Город Вольск – красивый купеческий город на Волге. Здесь живут добрые, отзывчивые люди. Этот город воспитал 39 Героев Советского Союза. Школа, где учился Саша Большаков, воспитала девять героев. В этой школе учился Виктор Талалихин, они одного года рождения, наверняка знали друг друга, может, учились в одном классе, дружили. Легендарная школа, легендарные люди, легендарное поколение.

Знаете, всегда, когда везешь воина на Родину, переживаешь: как встретят? Не нас – их. Нужны ли они там по-настоящему, ждали ли их, будут ли помнить, не просто ли это очередная акция для отчёта?

Нет, здесь не так. Здесь живут две прекрасные русские женщины – племянницы Александра, дочери его геройски погибшего брата Петра. Они рассказали мне, что каждый год приходят к обелиску погибшим героям и вспоминают отца и его брата, поминают всех, не пришедших с войны. А теперь благодаря всем неравнодушным людям у них есть своё место, где лежит их герой – плоть от плоти.

Мы везли его два дня, полторы тысячи километров из города Ржева с берега Волги, где он погиб, на берег Волги, откуда он уходил защищать свою Родину. Круг замкнулся, что-то во вселенной встало на своё место. И тишина и мир над тихим красивым русским городом на берегу великой русской реки – тому подтверждение.

А утром в светлом недавно восстановленном православном храме его отпевали. Я боялся, что мы будем с Лёхой и родственниками одни, но храм едва вместил всех пришедших. Были ветераны, солдаты той войны, молодёжь и большая семья Александра – хотя мы все теперь его семья.
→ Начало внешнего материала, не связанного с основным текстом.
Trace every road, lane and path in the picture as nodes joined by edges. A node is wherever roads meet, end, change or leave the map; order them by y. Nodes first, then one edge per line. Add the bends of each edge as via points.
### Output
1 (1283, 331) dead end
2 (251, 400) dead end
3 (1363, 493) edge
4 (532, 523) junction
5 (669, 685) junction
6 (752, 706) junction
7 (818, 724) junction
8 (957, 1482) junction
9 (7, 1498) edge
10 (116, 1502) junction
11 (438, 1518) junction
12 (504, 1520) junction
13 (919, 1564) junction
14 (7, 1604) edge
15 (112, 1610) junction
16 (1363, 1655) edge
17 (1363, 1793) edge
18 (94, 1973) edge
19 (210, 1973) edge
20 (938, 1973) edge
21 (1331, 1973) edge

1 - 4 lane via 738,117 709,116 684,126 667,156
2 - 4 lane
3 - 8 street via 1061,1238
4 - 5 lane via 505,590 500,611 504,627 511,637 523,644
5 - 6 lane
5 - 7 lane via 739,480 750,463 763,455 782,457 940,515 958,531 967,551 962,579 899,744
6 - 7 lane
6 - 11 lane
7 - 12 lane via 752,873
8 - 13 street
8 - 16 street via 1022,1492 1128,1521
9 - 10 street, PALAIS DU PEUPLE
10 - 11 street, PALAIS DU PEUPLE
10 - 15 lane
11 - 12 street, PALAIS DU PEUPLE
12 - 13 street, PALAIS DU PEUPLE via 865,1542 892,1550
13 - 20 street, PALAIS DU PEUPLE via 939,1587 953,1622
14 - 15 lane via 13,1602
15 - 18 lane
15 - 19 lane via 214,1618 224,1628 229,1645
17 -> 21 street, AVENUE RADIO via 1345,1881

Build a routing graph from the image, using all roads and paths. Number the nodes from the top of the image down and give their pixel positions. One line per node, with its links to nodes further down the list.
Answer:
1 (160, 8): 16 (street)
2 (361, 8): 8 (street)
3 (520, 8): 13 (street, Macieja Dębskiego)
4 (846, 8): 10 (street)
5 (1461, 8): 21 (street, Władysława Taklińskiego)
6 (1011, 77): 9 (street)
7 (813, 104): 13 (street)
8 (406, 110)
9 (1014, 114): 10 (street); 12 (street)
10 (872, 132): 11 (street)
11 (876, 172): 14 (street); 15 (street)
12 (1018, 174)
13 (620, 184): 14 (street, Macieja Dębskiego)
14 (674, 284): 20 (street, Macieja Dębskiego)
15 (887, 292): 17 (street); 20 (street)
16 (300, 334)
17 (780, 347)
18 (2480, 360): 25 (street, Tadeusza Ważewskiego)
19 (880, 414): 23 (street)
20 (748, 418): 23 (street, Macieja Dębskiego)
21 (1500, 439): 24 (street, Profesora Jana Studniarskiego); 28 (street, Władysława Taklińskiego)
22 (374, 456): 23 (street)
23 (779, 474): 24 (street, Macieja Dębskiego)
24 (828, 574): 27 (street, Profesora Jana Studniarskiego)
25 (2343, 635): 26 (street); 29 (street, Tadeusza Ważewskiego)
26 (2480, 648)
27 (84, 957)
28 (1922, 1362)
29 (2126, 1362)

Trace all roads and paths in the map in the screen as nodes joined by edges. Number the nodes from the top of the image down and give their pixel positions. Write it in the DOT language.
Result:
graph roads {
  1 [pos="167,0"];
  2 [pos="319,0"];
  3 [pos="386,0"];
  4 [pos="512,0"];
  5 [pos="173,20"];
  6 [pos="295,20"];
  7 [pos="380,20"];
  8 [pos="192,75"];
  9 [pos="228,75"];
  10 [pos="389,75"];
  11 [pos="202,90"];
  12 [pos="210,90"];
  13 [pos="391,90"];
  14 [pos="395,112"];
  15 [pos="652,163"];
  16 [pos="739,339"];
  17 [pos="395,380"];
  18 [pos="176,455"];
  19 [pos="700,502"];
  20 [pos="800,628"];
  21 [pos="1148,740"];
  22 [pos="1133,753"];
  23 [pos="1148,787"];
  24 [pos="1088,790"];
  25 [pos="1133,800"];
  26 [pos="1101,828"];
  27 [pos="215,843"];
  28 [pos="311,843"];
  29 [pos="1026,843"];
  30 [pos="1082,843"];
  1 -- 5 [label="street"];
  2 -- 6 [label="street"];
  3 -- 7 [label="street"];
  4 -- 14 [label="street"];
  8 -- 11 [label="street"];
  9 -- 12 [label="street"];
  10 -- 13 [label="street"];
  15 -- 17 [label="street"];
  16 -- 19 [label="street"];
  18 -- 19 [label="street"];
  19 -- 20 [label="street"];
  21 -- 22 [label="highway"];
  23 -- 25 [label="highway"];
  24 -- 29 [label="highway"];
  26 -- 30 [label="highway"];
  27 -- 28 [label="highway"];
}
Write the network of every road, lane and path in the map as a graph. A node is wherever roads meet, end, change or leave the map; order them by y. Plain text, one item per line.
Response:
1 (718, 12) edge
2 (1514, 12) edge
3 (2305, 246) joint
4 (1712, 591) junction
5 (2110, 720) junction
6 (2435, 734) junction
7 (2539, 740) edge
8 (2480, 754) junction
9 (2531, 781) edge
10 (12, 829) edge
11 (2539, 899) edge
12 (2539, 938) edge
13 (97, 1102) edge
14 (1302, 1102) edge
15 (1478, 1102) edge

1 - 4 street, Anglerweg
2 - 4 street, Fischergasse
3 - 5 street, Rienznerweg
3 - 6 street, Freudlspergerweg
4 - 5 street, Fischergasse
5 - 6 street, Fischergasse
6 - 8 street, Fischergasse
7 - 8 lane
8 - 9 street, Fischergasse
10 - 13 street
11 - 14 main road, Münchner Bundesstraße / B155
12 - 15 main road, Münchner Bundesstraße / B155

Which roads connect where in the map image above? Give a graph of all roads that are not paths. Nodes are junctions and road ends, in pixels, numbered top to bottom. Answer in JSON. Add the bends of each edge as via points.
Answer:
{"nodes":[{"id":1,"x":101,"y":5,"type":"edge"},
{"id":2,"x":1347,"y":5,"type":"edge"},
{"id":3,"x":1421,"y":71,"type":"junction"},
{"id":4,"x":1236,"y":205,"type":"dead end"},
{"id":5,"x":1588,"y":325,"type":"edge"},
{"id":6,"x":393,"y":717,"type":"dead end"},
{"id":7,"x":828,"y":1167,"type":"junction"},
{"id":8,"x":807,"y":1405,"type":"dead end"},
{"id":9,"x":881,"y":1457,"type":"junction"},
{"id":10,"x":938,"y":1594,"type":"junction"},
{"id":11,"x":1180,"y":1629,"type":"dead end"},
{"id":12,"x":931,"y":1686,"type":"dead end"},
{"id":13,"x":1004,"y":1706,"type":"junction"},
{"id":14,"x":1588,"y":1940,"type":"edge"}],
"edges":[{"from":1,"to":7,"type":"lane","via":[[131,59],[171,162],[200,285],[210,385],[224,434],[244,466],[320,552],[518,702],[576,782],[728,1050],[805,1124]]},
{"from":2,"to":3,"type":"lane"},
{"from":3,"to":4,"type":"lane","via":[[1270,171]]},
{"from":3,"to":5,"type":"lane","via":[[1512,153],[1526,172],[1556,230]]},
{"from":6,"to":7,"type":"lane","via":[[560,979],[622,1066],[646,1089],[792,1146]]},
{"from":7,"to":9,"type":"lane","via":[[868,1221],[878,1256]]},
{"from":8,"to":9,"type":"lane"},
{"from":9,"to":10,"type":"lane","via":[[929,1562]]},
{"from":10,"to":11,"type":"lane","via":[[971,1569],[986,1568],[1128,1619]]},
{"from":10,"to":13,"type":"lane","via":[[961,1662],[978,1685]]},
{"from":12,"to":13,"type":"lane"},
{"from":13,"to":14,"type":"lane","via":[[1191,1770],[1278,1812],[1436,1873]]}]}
Все, кто из ямы вынимал его тело, кто в архивах устанавливал его судьбу, кто вычислял по номеру на деталях самолёта его имя, кто искал его родственников. Мы все, кто соприкоснулся с его нелёгкой, но яркой и героической жизнью, теперь его семья, – кто-то по праву крови, а кто-то по воле души.  

***

Он стоял у алтаря – высокий, статный, в отутюженной гимнастерке с двумя горящими золотом и рубиновой эмалью орденами, смотрел на всех нас и улыбался. Я знаю, он был счастлив. Он счастлив, что он дома, что его ждали и помнили, он уверен, что всё не зря! Я держал в руках свечу и говорил ему, что мы будем стараться жить лучше и честнее, мы будем правильно растить своих детей, мы будем делать эту землю богаче и краше. Я говорил, а он стоял и улыбался. Потом он тихо повернулся и медленно пошёл туда, за алтарь, поднялся по ступенькам, обернулся, подмигнул мне ободряюще, кивнул: «Я вам верю», – и ушёл.

Все, что было дальше: речи, митинг, салют, – это уже для нас, для живых, а он уже дома.

Но они нам верят, слышите – верят. Они нам доверили страну и память о них. Ведь если не станет этой страны, сотрётся и память о них, если нас купят, то вместе со своей душой мы продадим и память о них.

Придумал? Сумасшедший фантазёр? Может быть. Но я видел слёзы в глазах пацанов из города Вольска, и мы с моими друзьями рассказали, за что боролся и как погиб парень Саша Большаков из их красивого города.